_PROVIDED ENTRIES_
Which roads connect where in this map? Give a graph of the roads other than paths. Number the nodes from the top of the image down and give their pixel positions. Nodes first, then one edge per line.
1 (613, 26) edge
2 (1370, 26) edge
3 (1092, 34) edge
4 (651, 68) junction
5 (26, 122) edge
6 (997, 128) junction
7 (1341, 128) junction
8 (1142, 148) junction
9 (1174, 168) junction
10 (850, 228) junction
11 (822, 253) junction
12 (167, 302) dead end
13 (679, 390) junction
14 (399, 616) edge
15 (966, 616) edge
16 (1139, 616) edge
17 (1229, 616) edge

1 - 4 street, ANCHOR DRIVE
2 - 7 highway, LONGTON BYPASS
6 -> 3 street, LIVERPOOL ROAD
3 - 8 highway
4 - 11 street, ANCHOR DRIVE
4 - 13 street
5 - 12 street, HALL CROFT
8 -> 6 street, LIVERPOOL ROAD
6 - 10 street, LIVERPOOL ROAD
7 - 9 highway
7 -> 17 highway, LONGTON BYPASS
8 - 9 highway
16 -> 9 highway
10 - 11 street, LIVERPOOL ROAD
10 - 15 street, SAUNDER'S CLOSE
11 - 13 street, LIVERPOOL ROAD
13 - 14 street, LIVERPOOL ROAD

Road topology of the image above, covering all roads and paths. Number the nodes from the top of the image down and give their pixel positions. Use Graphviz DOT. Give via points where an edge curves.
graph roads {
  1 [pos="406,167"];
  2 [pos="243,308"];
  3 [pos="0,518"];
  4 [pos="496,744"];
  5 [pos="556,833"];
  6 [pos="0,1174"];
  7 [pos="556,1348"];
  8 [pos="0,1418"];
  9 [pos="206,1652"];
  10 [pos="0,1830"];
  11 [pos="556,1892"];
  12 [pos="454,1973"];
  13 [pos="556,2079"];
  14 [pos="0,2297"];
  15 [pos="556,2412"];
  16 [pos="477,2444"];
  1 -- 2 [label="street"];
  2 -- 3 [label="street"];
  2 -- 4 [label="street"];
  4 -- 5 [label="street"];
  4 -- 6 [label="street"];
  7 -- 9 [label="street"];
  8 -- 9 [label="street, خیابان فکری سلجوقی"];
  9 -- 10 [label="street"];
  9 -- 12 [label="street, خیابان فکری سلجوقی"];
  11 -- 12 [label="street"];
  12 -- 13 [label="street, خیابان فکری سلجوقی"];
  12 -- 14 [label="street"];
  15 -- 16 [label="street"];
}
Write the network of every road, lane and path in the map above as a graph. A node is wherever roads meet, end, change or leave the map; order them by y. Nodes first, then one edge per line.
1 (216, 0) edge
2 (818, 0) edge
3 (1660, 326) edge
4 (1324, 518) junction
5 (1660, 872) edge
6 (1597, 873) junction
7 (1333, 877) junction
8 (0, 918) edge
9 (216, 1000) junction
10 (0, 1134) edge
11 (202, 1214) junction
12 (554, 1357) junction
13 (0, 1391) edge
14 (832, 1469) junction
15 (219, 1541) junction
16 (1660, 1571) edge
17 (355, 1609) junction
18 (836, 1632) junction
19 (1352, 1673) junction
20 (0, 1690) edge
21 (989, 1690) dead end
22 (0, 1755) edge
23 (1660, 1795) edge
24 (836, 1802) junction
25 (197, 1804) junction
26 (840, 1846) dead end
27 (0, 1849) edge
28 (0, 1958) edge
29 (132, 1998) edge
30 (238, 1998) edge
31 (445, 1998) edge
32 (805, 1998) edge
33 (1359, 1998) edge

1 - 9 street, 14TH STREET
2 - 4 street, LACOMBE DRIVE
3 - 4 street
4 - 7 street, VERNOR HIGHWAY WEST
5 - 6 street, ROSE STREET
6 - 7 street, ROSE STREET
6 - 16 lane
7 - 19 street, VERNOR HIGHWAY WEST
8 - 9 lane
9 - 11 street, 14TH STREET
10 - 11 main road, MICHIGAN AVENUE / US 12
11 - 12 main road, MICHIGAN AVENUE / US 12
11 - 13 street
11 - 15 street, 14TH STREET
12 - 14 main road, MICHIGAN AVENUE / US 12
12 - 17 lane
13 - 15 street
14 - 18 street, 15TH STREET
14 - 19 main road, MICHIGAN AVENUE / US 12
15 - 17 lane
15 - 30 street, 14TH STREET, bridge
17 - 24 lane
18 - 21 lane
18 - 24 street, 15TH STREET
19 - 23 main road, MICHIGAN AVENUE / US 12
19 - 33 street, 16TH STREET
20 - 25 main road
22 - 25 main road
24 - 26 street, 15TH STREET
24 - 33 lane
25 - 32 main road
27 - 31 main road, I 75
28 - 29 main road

_TASK STATEMENT_
Scan the entries above for the string "lane", and copy every line where it turns up.

_FINISHED TASK_
Write the network of every road, lane and path in the map above as a graph. A node is wherever roads meet, end, change or leave the map; order them by y. Nodes first, then one edge per line.
6 - 16 lane
8 - 9 lane
12 - 17 lane
15 - 17 lane
17 - 24 lane
18 - 21 lane
24 - 33 lane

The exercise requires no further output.